• _THE PROBLEM_
The answer is every line of the records that holds the word "سەرکەوتن", copied in full.

• _INPUT DATA_
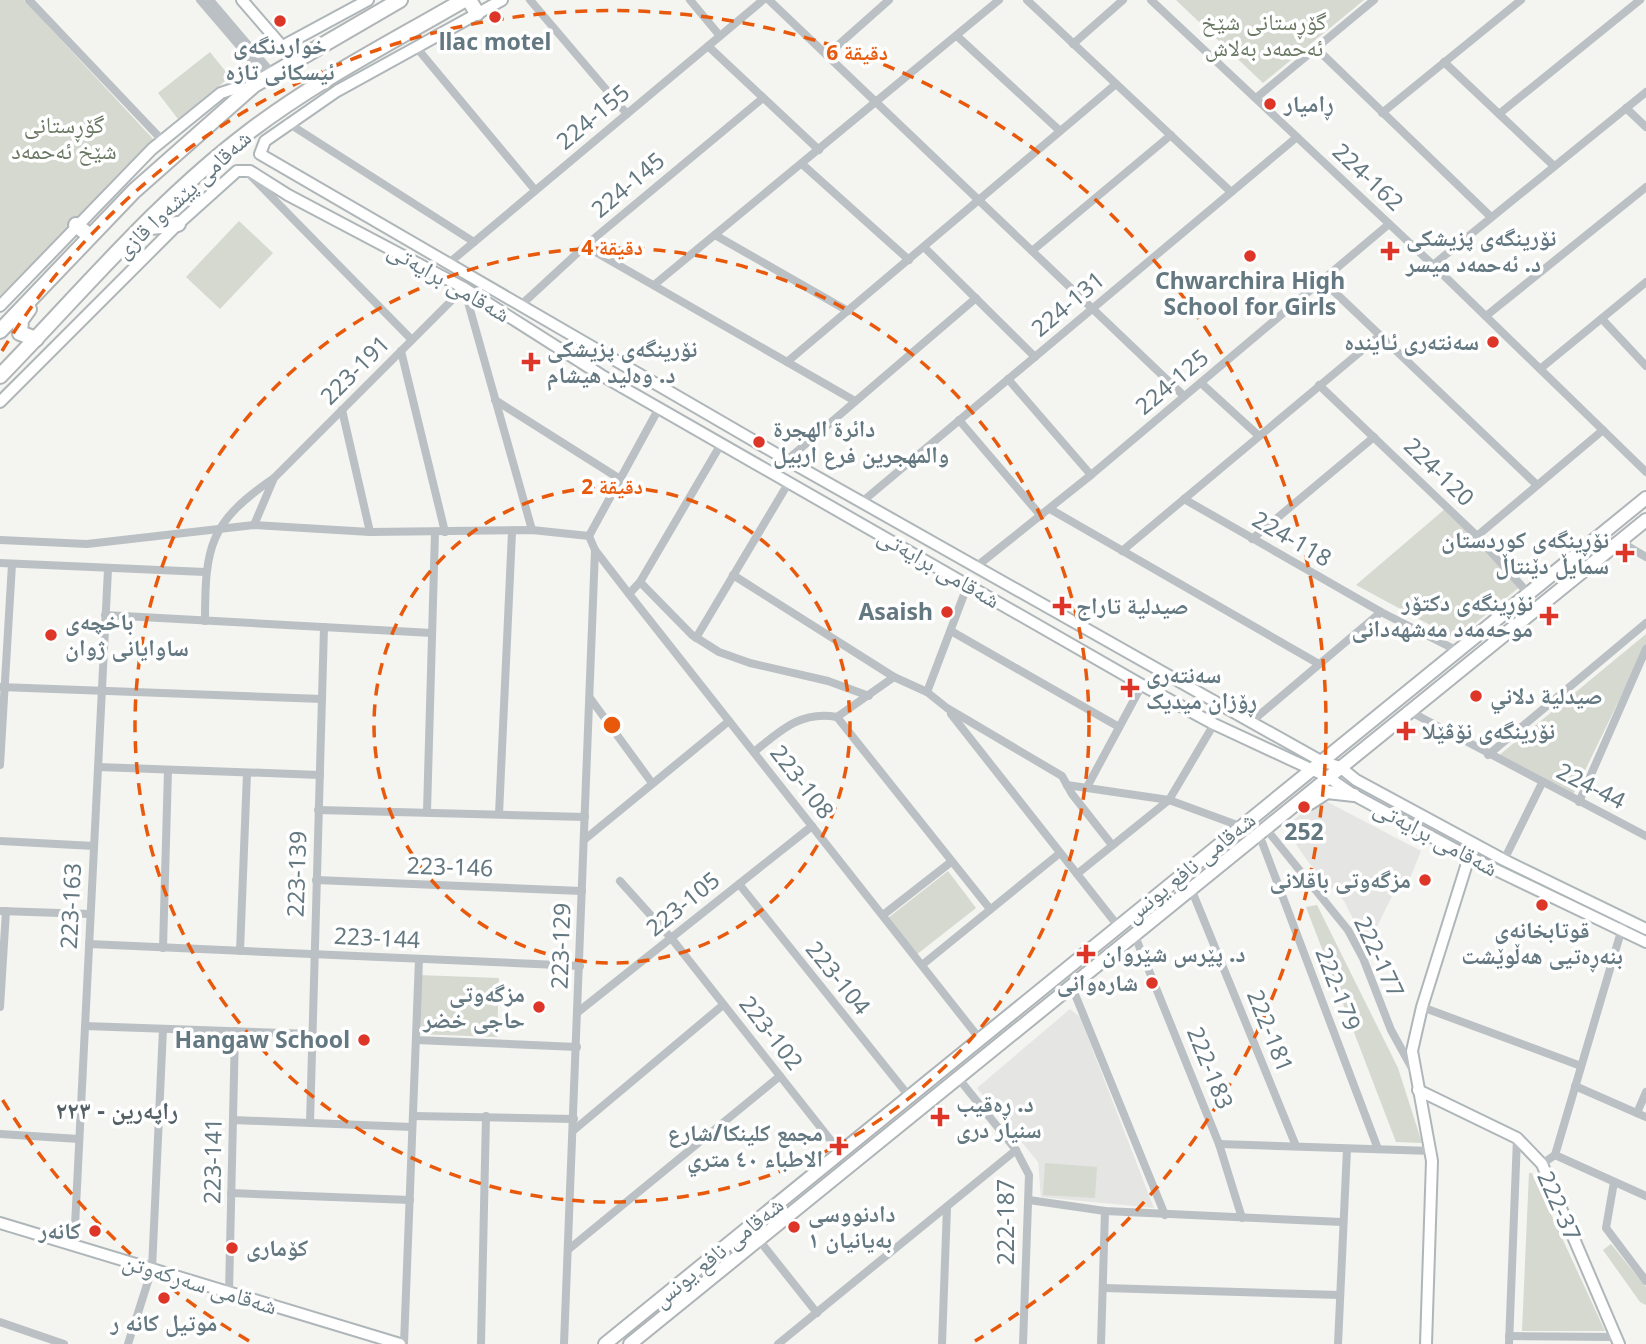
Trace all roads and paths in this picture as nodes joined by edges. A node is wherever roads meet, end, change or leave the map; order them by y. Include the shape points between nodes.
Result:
1 (29, 0) edge
2 (200, 0) edge
3 (210, 0) edge
4 (242, 0) edge
5 (400, 0) edge
6 (464, 0) edge
7 (502, 0) edge
8 (530, 0) edge
9 (690, 0) edge
10 (763, 0) edge
11 (769, 0) edge
12 (889, 0) edge
13 (999, 0) edge
14 (1027, 0) edge
15 (1123, 0) edge
16 (1151, 0) edge
17 (1374, 0) edge
18 (1521, 0) edge
19 (1640, 0) edge
20 (362, 2) edge
21 (473, 6) edge
22 (720, 36) junction
23 (957, 36) junction
24 (1073, 44) junction
25 (283, 46) junction
26 (708, 46) junction
27 (416, 47) junction
28 (1316, 48) junction
29 (827, 55) junction
30 (294, 60) junction
31 (1444, 62) junction
32 (269, 75) junction
33 (1116, 84) junction
34 (248, 90) junction
35 (1646, 92) edge
36 (1256, 98) junction
37 (763, 99) junction
38 (877, 102) junction
39 (1626, 108) junction
40 (279, 110) junction
41 (1382, 113) junction
42 (627, 114) junction
43 (1499, 114) junction
44 (288, 123) junction
45 (1646, 127) edge
46 (1060, 131) junction
47 (1171, 135) junction
48 (1297, 137) junction
49 (162, 140) junction
50 (819, 150) junction
51 (803, 164) junction
52 (1554, 166) junction
53 (244, 169) junction
54 (1646, 187) edge
55 (536, 190) junction
56 (1231, 192) junction
57 (980, 200) junction
58 (1491, 217) junction
59 (178, 224) junction
60 (1389, 224) junction
61 (76, 225) junction
62 (142, 228) junction
63 (394, 232) junction
64 (715, 235) junction
65 (90, 236) junction
66 (474, 242) junction
67 (585, 246) junction
68 (389, 247) junction
69 (925, 247) junction
70 (1032, 251) junction
71 (909, 260) junction
72 (449, 263) junction
73 (1433, 265) junction
74 (1322, 280) junction
75 (47, 282) junction
76 (1646, 282) edge
77 (654, 285) junction
78 (464, 288) junction
79 (976, 298) junction
80 (521, 305) junction
81 (0, 306) edge
82 (1091, 309) junction
83 (848, 311) junction
84 (1486, 316) junction
85 (1602, 318) junction
86 (0, 331) edge
87 (1378, 337) junction
88 (36, 340) junction
89 (412, 340) junction
90 (401, 351) junction
91 (610, 357) junction
92 (1035, 357) junction
93 (787, 362) junction
94 (1646, 366) edge
95 (1540, 369) junction
96 (601, 375) junction
97 (0, 376) edge
98 (1008, 379) junction
99 (1201, 383) junction
100 (1319, 385) junction
101 (1184, 396) junction
102 (495, 400) junction
103 (855, 401) junction
104 (0, 402) edge
105 (659, 408) junction
106 (342, 410) junction
107 (959, 420) junction
108 (1603, 430) junction
109 (1259, 436) junction
110 (1374, 437) junction
111 (721, 444) junction
112 (788, 460) junction
113 (1646, 472) edge
114 (1091, 475) junction
115 (274, 478) junction
116 (620, 479) junction
117 (789, 482) junction
118 (1537, 485) junction
119 (1646, 498) edge
120 (1184, 499) junction
121 (863, 501) junction
122 (1049, 509) junction
123 (1041, 516) junction
124 (1646, 520) edge
125 (254, 525) junction
126 (218, 527) junction
127 (532, 530) junction
128 (370, 532) junction
129 (440, 532) junction
130 (512, 532) junction
131 (589, 536) junction
132 (1477, 536) junction
133 (1252, 539) junction
134 (0, 540) edge
135 (1619, 541) junction
136 (595, 550) junction
137 (1122, 551) junction
138 (1646, 557) edge
139 (0, 563) edge
140 (12, 564) junction
141 (977, 566) junction
142 (107, 569) junction
143 (205, 572) junction
144 (733, 575) junction
145 (640, 582) junction
146 (968, 584) junction
147 (1527, 592) junction
148 (629, 594) junction
149 (1381, 612) junction
150 (4, 613) edge
151 (105, 615) junction
152 (205, 621) junction
153 (1646, 622) edge
154 (324, 627) junction
155 (951, 631) junction
156 (432, 634) junction
157 (696, 638) junction
158 (1646, 649) edge
159 (1456, 650) junction
160 (1319, 664) junction
161 (894, 677) junction
162 (1142, 685) junction
163 (2, 687) edge
164 (101, 692) junction
165 (927, 692) junction
166 (869, 696) junction
167 (589, 698) junction
168 (322, 699) junction
169 (947, 708) junction
170 (1407, 710) junction
171 (837, 717) junction
172 (729, 720) junction
173 (1251, 722) junction
174 (1214, 724) junction
175 (1119, 727) junction
176 (754, 752) junction
177 (1488, 755) junction
178 (1321, 761) junction
179 (0, 763) edge
180 (98, 767) junction
181 (1340, 768) junction
182 (169, 770) junction
183 (1309, 771) junction
184 (247, 772) junction
185 (320, 775) junction
186 (1328, 778) junction
187 (652, 783) junction
188 (1542, 783) junction
189 (1067, 785) junction
190 (1087, 787) junction
191 (1353, 795) junction
192 (1169, 800) junction
193 (1579, 802) junction
194 (318, 810) junction
195 (427, 811) junction
196 (499, 814) junction
197 (585, 817) junction
198 (812, 826) junction
199 (1240, 826) junction
200 (1646, 836) edge
201 (1267, 839) junction
202 (584, 840) junction
203 (0, 841) edge
204 (1112, 845) junction
205 (94, 846) junction
206 (1060, 853) junction
207 (1469, 857) junction
208 (1504, 860) junction
209 (1228, 861) junction
210 (951, 862) junction
211 (1077, 874) junction
212 (316, 880) junction
213 (620, 881) dead end
214 (739, 884) junction
215 (582, 891) junction
216 (1192, 891) junction
217 (990, 909) junction
218 (3, 911) edge
219 (90, 914) junction
220 (883, 915) junction
221 (1623, 925) junction
222 (1118, 926) junction
223 (1646, 929) edge
224 (1135, 936) junction
225 (672, 939) junction
226 (1646, 942) edge
227 (89, 944) junction
228 (163, 948) junction
229 (240, 951) junction
230 (314, 954) junction
231 (419, 959) junction
232 (922, 965) junction
233 (580, 966) junction
234 (1, 986) edge
235 (1072, 987) junction
236 (1026, 1000) junction
237 (723, 1005) junction
238 (0, 1007) edge
239 (1422, 1007) junction
240 (578, 1012) junction
241 (1038, 1015) junction
242 (85, 1026) junction
243 (163, 1029) junction
244 (235, 1031) junction
245 (311, 1034) junction
246 (979, 1038) junction
247 (416, 1040) junction
248 (577, 1046) junction
249 (1581, 1066) junction
250 (1413, 1070) junction
251 (780, 1076) junction
252 (959, 1079) junction
253 (1575, 1086) junction
254 (1418, 1090) junction
255 (1646, 1092) edge
256 (908, 1095) junction
257 (1637, 1113) junction
258 (413, 1116) junction
259 (486, 1116) junction
260 (1646, 1117) edge
261 (574, 1119) junction
262 (233, 1120) junction
263 (310, 1123) junction
264 (412, 1127) junction
265 (573, 1130) junction
266 (0, 1134) edge
267 (1517, 1138) junction
268 (79, 1139) junction
269 (1219, 1144) junction
270 (1296, 1146) junction
271 (1347, 1149) junction
272 (1378, 1149) junction
273 (1016, 1150) junction
274 (1432, 1151) junction
275 (839, 1152) junction
276 (1555, 1155) junction
277 (1542, 1164) junction
278 (1614, 1182) junction
279 (231, 1193) junction
280 (1646, 1196) edge
281 (410, 1200) junction
282 (1029, 1200) junction
283 (947, 1207) junction
284 (1105, 1211) junction
285 (1165, 1215) junction
286 (1242, 1218) junction
287 (1342, 1222) junction
288 (0, 1223) edge
289 (759, 1240) junction
290 (74, 1246) junction
291 (569, 1249) junction
292 (152, 1269) junction
293 (1646, 1281) edge
294 (1104, 1288) junction
295 (229, 1292) junction
296 (1340, 1295) junction
297 (817, 1312) junction
298 (0, 1322) edge
299 (1509, 1340) edge
300 (1578, 1341) edge
301 (1617, 1341) edge
302 (64, 1344) edge
303 (128, 1344) edge
304 (402, 1344) edge
305 (481, 1344) edge
306 (564, 1344) edge
307 (605, 1344) edge
308 (630, 1344) edge
309 (778, 1344) edge
310 (942, 1344) edge
311 (1023, 1344) edge
312 (1101, 1344) edge
313 (1338, 1344) edge
314 (1426, 1344) edge

1 - 49 street
2 - 32 street
3 - 32 street
4 - 25 main road
5 - 30 highway, شەقامی پێشەوا قازی
6 - 40 highway, شەقامی پێشەوا قازی
7 - 21 main road
8 - 42 street
9 - 22 street
10 - 22 street, 224-155
11 - 29 street
12 - 29 street
13 - 23 street
14 - 24 street
15 - 24 street
16 - 36 street, 224-162
17 - 28 street
18 - 31 street
19 - 43 street
20 - 25 main road
21 - 27 main road
22 - 26 street, 224-155
23 - 38 street
23 - 46 street
24 - 33 street
25 - 30 main road
26 - 37 street
26 - 42 street, 224-155
27 - 44 main road
27 - 55 street
28 - 36 street
28 - 41 street
29 - 38 street
30 - 32 highway, شەقامی پێشەوا قازی
31 - 41 street
31 - 43 street
32 - 34 highway, شەقامی پێشەوا قازی
33 - 46 street
33 - 47 street
34 - 49 main road via 221,93
34 - 65 highway, شەقامی پێشەوا قازی
35 - 39 street
36 - 48 street, 224-162
37 - 50 street
37 - 67 street, 224-145
38 - 50 street
38 - 57 street
39 - 45 street
39 - 52 street
40 - 44 highway
40 - 62 highway, شەقامی پێشەوا قازی via 198,173
41 - 58 street
42 - 55 street, 224-155
43 - 52 street
44 - 63 main road, شەقامی برایەتی via 265,141 259,150 263,157
44 - 66 street
46 - 57 street
47 - 56 street
47 - 70 street
48 - 56 street, 224-131
48 - 60 street, 224-162
49 - 61 main road
50 - 51 street
51 - 64 street
51 - 71 street
52 - 58 street
53 - 59 main road
53 - 68 main road, شەقامی برایەتی
53 - 89 street
54 - 84 street
55 - 66 street, 224-155
56 - 82 street, 224-131
57 - 69 street
57 - 70 street
58 - 73 street
59 - 62 highway
59 - 104 main road
60 - 73 street, 224-162
60 - 74 street, 224-125
61 - 65 highway
61 - 81 main road
62 - 88 highway, شەقامی پێشەوا قازی
63 - 68 main road
63 - 72 main road, شەقامی برایەتی
64 - 77 street
64 - 83 street
65 - 75 highway, شەقامی پێشەوا قازی
66 - 72 street, 224-155
67 - 77 street
67 - 80 street, 224-145
68 - 78 main road, شەقامی برایەتی
69 - 71 street
69 - 79 street
70 - 82 street
71 - 83 street
72 - 80 main road, شەقامی برایەتی
73 - 84 street, 224-162
74 - 87 street
74 - 99 street, 224-125
75 - 86 highway, شەقامی پێشەوا قازی
75 - 88 highway via 19,328 24,337
76 - 85 street
77 - 93 street
78 - 89 street, 223-191
78 - 96 main road, شەقامی برایەتی
78 - 102 street
79 - 92 street
79 - 103 street
80 - 91 main road, شەقامی برایەتی
82 - 92 street, 224-131
82 - 101 street
83 - 93 street
84 - 95 street, 224-162
85 - 94 street
85 - 95 street
87 - 100 street
87 - 118 street
88 - 97 highway, شەقامی پێشەوا قازی
89 - 90 street, 223-191
90 - 106 street, 223-191
90 - 129 street
91 - 96 main road
91 - 112 main road, شەقامی برایەتی
92 - 98 street, 224-131
93 - 103 street
95 - 108 street, 224-162
96 - 105 main road, شەقامی برایەتی
98 - 107 street, 224-131
98 - 114 street
99 - 101 street, 224-125
99 - 109 street
100 - 109 street
100 - 110 street, 224-120
101 - 114 street, 224-125
102 - 116 street
102 - 127 street
103 - 112 street
105 - 111 main road, شەقامی برایەتی
105 - 116 street
106 - 115 street, 223-191
106 - 128 street
107 - 121 street, 224-131
107 - 123 street
108 - 113 street, 224-162
108 - 118 street
109 - 120 street
110 - 132 street, 224-120
110 - 133 street
111 - 117 main road, شەقامی برایەتی
111 - 145 street
112 - 121 main road, شەقامی برایەتی
114 - 122 street, 224-125
115 - 125 street
115 - 126 street via 242,500
116 - 131 street
117 - 144 street
117 - 146 main road, شەقامی برایەتی
118 - 132 street
119 - 147 main road, شەقامی نافع یونس
120 - 133 street, 224-118
120 - 137 street
121 - 141 main road, شەقامی برایەتی
122 - 123 street, 224-125
122 - 137 street
123 - 141 street, 224-125
124 - 135 main road, شەقامی نافع یونس
125 - 126 street
125 - 128 street
126 - 134 street via 87,544
126 - 143 street
127 - 130 street
127 - 131 street
128 - 129 street
129 - 130 street
129 - 156 street
130 - 196 street
131 - 136 street
132 - 147 street, 224-120
133 - 149 street, 224-118
135 - 138 street
135 - 170 main road, شەقامی نافع یونس
136 - 148 street, 223-108
136 - 167 street, 223-129
137 - 160 street
139 - 140 street
140 - 142 street
140 - 150 street
141 - 173 main road, شەقامی برایەتی
142 - 143 street
142 - 151 street, 223-163
143 - 152 street
144 - 157 street
144 - 161 street
145 - 148 street
145 - 157 street
146 - 155 street
146 - 162 main road, شەقامی برایەتی
147 - 159 main road, شەقامی نافع یونس
148 - 172 street, 223-108
149 - 159 street, 224-118
149 - 160 street
150 - 163 street
151 - 152 street
151 - 164 street, 223-163
152 - 154 street
153 - 177 street
154 - 156 street
154 - 168 street, 223-139
155 - 165 street
155 - 175 street
156 - 195 street
157 - 166 street via 734,659 828,681
158 - 193 street
159 - 178 main road, شەقامی نافع یونس
160 - 173 street
161 - 165 street
161 - 166 street
162 - 174 main road, شەقامی برایەتی
162 - 175 street
163 - 164 street
163 - 179 street
164 - 168 street
164 - 180 street, 223-163
165 - 169 street
166 - 171 street
167 - 187 street
167 - 197 street, 223-129
168 - 185 street, 223-139
169 - 189 street via 1062,776
169 - 206 street
170 - 177 street, 224-44
170 - 181 main road, شەقامی نافع یونس
171 - 176 street via 803,717
171 - 210 street
172 - 176 street, 223-108
172 - 187 street
173 - 178 main road, شەقامی برایەتی
174 - 183 main road, شەقامی برایەتی
174 - 192 street
175 - 190 street
176 - 198 street, 223-108
177 - 188 street, 224-44
178 - 181 main road, شەقامی برایەتی
178 - 183 main road, شەقامی نافع یونس
180 - 182 street
180 - 205 street, 223-163
181 - 186 main road, شەقامی نافع یونس
181 - 208 main road, شەقامی برایەتی
182 - 184 street
182 - 228 street
183 - 186 main road, شەقامی برایەتی
183 - 199 main road, شەقامی نافع یونس
184 - 185 street
184 - 229 street
185 - 194 street, 223-139
186 - 191 main road, شەقامی برایەتی
186 - 209 main road, شەقامی نافع یونس
187 - 202 street
188 - 193 street, 224-44
188 - 208 street
189 - 190 street
189 - 204 street
190 - 192 street
191 - 201 main road via 1323,793
191 - 207 main road, شەقامی برایەتی
192 - 199 street
192 - 204 street
193 - 200 street, 224-44
194 - 195 street
194 - 212 street, 223-139
195 - 196 street
196 - 197 street
197 - 202 street, 223-129
198 - 214 street, 223-105
198 - 220 street, 223-108
199 - 222 main road, شەقامی نافع یونس
201 - 209 main road via 1242,858
201 - 250 street, 222-177 via 1348,930
201 - 272 street, 222-179
202 - 215 street, 223-129
203 - 205 street
204 - 211 street
205 - 219 street, 223-163
206 - 211 street
206 - 217 street
207 - 221 main road, شەقامی برایەتی
207 - 239 main road
208 - 221 main road, شەقامی برایەتی
209 - 216 main road, شەقامی نافع یونس
210 - 217 street
210 - 220 street
211 - 222 street
212 - 215 street, 223-146
212 - 230 street, 223-139
213 - 225 street, 223-102
214 - 225 street, 223-105
214 - 256 street, 223-104
215 - 233 street, 223-129
216 - 224 main road, شەقامی نافع یونس
216 - 270 street, 222-181
217 - 232 street
218 - 219 street
218 - 234 street
219 - 227 street, 223-163
220 - 232 street, 223-108
221 - 223 main road, شەقامی برایەتی
221 - 226 main road, شەقامی برایەتی
221 - 249 street
222 - 236 main road, شەقامی نافع یونس
224 - 235 main road, شەقامی نافع یونس
224 - 269 street, 222-183
225 - 237 street, 223-102
225 - 240 street, 223-105
227 - 228 street, 223-144
227 - 242 street, 223-163
228 - 229 street, 223-144
229 - 230 street, 223-144
230 - 231 street, 223-144
230 - 245 street, 223-139
231 - 233 street, 223-144
231 - 247 street
232 - 246 street, 223-108
233 - 240 street, 223-129
234 - 238 street
235 - 241 main road, شەقامی نافع یونس
235 - 285 street
236 - 241 main road
236 - 246 main road, شەقامی نافع یونس
237 - 251 street, 223-102
237 - 265 street
239 - 249 street
239 - 250 main road via 1413,1040
240 - 248 street, 223-129
241 - 252 main road, شەقامی نافع یونس
242 - 243 street
242 - 268 street, 223-163
243 - 244 street
243 - 292 street
244 - 245 street
244 - 262 street, 223-141
245 - 263 street, 223-139
246 - 256 main road, شەقامی نافع یونس
247 - 248 street
247 - 258 street
248 - 261 street, 223-129
249 - 253 street
250 - 254 main road
251 - 275 street, 223-102
251 - 291 street
252 - 273 street, 222-187
252 - 289 main road, شەقامی نافع یونس
253 - 257 street
253 - 276 street
254 - 267 main road, 222-37
254 - 274 main road
255 - 257 street
256 - 275 main road, شەقامی نافع یونس
257 - 260 street
258 - 259 street
258 - 264 street
259 - 261 street
259 - 305 street
261 - 265 street, 223-129
262 - 263 street
262 - 279 street, 223-141
263 - 264 street
264 - 281 street
265 - 291 street, 223-129
266 - 268 street
267 - 277 main road, 222-37
267 - 299 street
268 - 290 street, 223-163
269 - 270 street
269 - 286 street, 222-183
270 - 271 street
271 - 272 street
271 - 287 street
272 - 274 street
273 - 282 street, 222-187 via 1029,1175
273 - 283 street
274 - 314 main road
275 - 307 main road, شەقامی نافع یونس
276 - 277 street
276 - 278 street
277 - 301 main road, 222-37
278 - 280 street
278 - 293 street via 1604,1224
279 - 281 street
279 - 295 street, 223-141
281 - 304 street
282 - 284 street
282 - 311 street, 222-187
283 - 297 street
283 - 310 street
284 - 285 street
284 - 294 street
285 - 286 street
286 - 287 street
287 - 296 street
288 - 290 main road, شەقامی سەرکەوتن
289 - 297 street
289 - 308 main road, شەقامی نافع یونس
290 - 292 main road, شەقامی سەرکەوتن
291 - 306 street, 223-129
292 - 295 main road, شەقامی سەرکەوتن
292 - 303 street
294 - 296 street
294 - 312 street
295 - 304 main road, شەقامی سەرکەوتن
296 - 313 street
297 - 309 street
298 - 302 street
299 - 300 street
300 - 301 street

• _EXERCISE SOLUTION_
288 - 290 main road, شەقامی سەرکەوتن
290 - 292 main road, شەقامی سەرکەوتن
292 - 295 main road, شەقامی سەرکەوتن
295 - 304 main road, شەقامی سەرکەوتن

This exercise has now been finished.